Kaltura, Captioning Tools

This article is an overview and walk through of captioning tools in Kaltura

Automatic Speech Recognition (ASR) captioning is available via Kaltura (in Media Space, Compass 2g, and Moodle). 
Accessible and searchable media is very important to the University of Illinois. We strive to make all media captioned to enable discovery and to ensure that accessibility needs are met. Captioned video is useful for those with a hearing loss and for users with certain learning disabilities. It can also be a useful tool to anyone who struggles to understand an accent, as reading text along with listening assists with comprehension.

 Before you start, keep in mind:

  1. There are two steps in this process, ordering captions and editing them.  After you order captions, they will be added automatically and will be available to anyone viewing your video, but they will not be entirely accurate and you will need to plan on correcting them.
  2. Good news: If you trim a video using Kaltura's new editing tool, it will trim the caption file to stay in sync with the video.  Bad news: after you trim the video, you will no longer be able to edit the caption file online.  So you should complete any trimming of your video before you order captions or after you have edited the caption file to your satisfaction.   
  3. It would be a good idea to practice this process the first time with a short private video

Media creators are responsible for captioning their content.  Content that is not captioned may be removed from public view. If you have a student or colleague that will benefit from this captioning feature, you must make that content accessible to them.

 Benefits (Why should I create captions?)

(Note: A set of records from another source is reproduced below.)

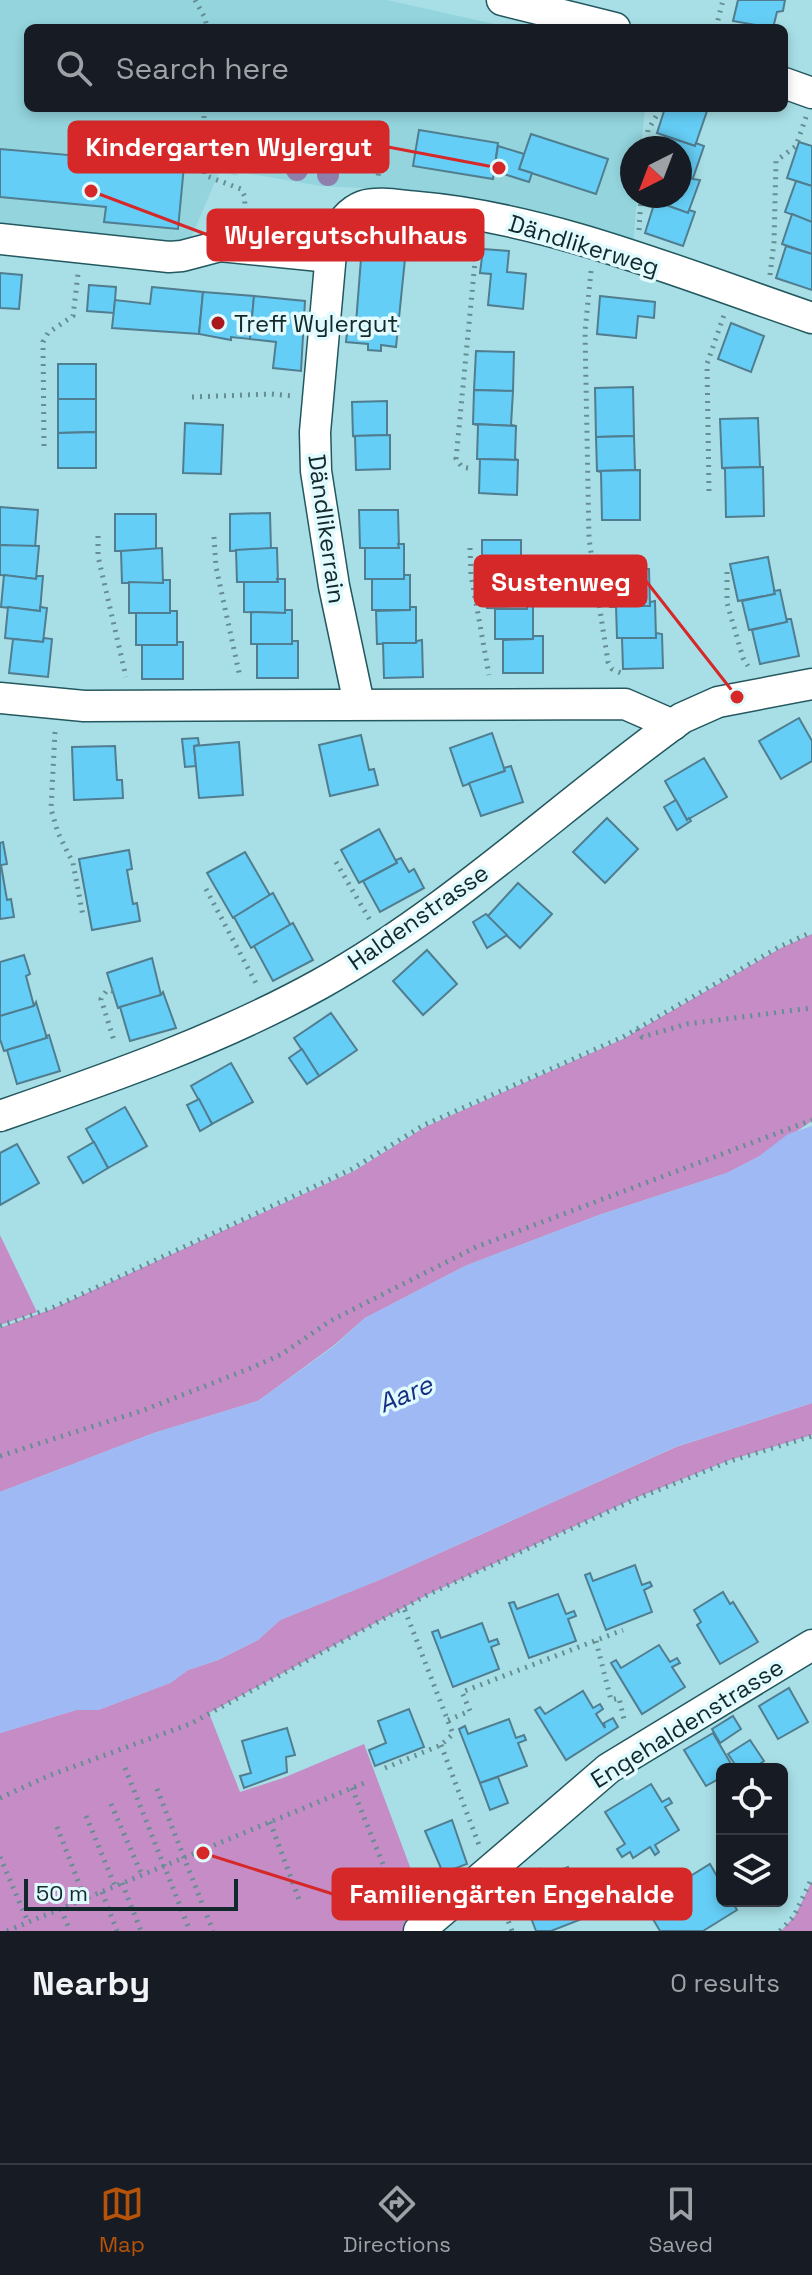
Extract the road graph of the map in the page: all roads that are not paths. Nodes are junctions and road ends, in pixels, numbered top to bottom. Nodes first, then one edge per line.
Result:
1 (502, 0) edge
2 (599, 24) edge
3 (788, 87) edge
4 (809, 106) edge
5 (0, 239) edge
6 (330, 257) junction
7 (812, 318) edge
8 (812, 684) edge
9 (0, 698) edge
10 (359, 704) junction
11 (673, 725) junction
12 (0, 1116) edge
13 (812, 1645) edge
14 (419, 1931) edge

1 - 2 street
3 - 4 street
5 - 6 street
6 - 7 street, Dändlikerweg
6 - 10 street, Dändlikerrain
8 - 11 street, Haldenstrasse
9 - 10 street
10 - 11 street
11 - 12 street, Haldenstrasse
13 - 14 street, Engehaldenstrasse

Accessible content has many benefits to you the media owner and to viewers in general. Beyond following the law, it means being a good neighbor.  Accessible content:

  • Is necessary for the deaf or hard of hearing to understand what is happening in an audio or video file.  Federal (section 508) and Illinois State Law (IITAA) as well as campus regulations require that multimedia and web content be accessible to all users.   
  • Is useful to those with learning disabilities. Many students find it easier to focus if written words accompany the media.
  • Can make it easier to understand someone with an accent.
  • Enables non-native English speakers to better understand what is being said and follow along.
  • Helps certain learners process information more effectively.
  • Enables viewing of content in a loud space or if one lacks headphones.
  • Is easier to reuse in later semesters, saving instructors time.
  • Is more easily found. As a content creator you will have more views if your content is captioned because the content is searchable. Really, it's a great feature in Kaltura. 
    • Take a moment and see for yourself. Go to https://mediaspace.illinois.edu/
      • In the search bar that says Search All Media, type "MOOC." The initial results returned are all instances where MOOC appears in metadata. 
      • In the results window select the Search in Video tab. You are now seeing every instance where the word MOOC appears in a caption file. Click the blue time code on one of the videos, it will take you to that exact point in the media entry. All possible because of the associated caption file. It also works with any language captions. Your content will be more readily viewable and searchable to everyone because of captions.
    • One more example, go to this video example. In the Search in Video box below the video, type "Kaltura" or "video." The results returned will give you links to points in this video where these words were used. Viewers can find and review key points in your media through captioning. 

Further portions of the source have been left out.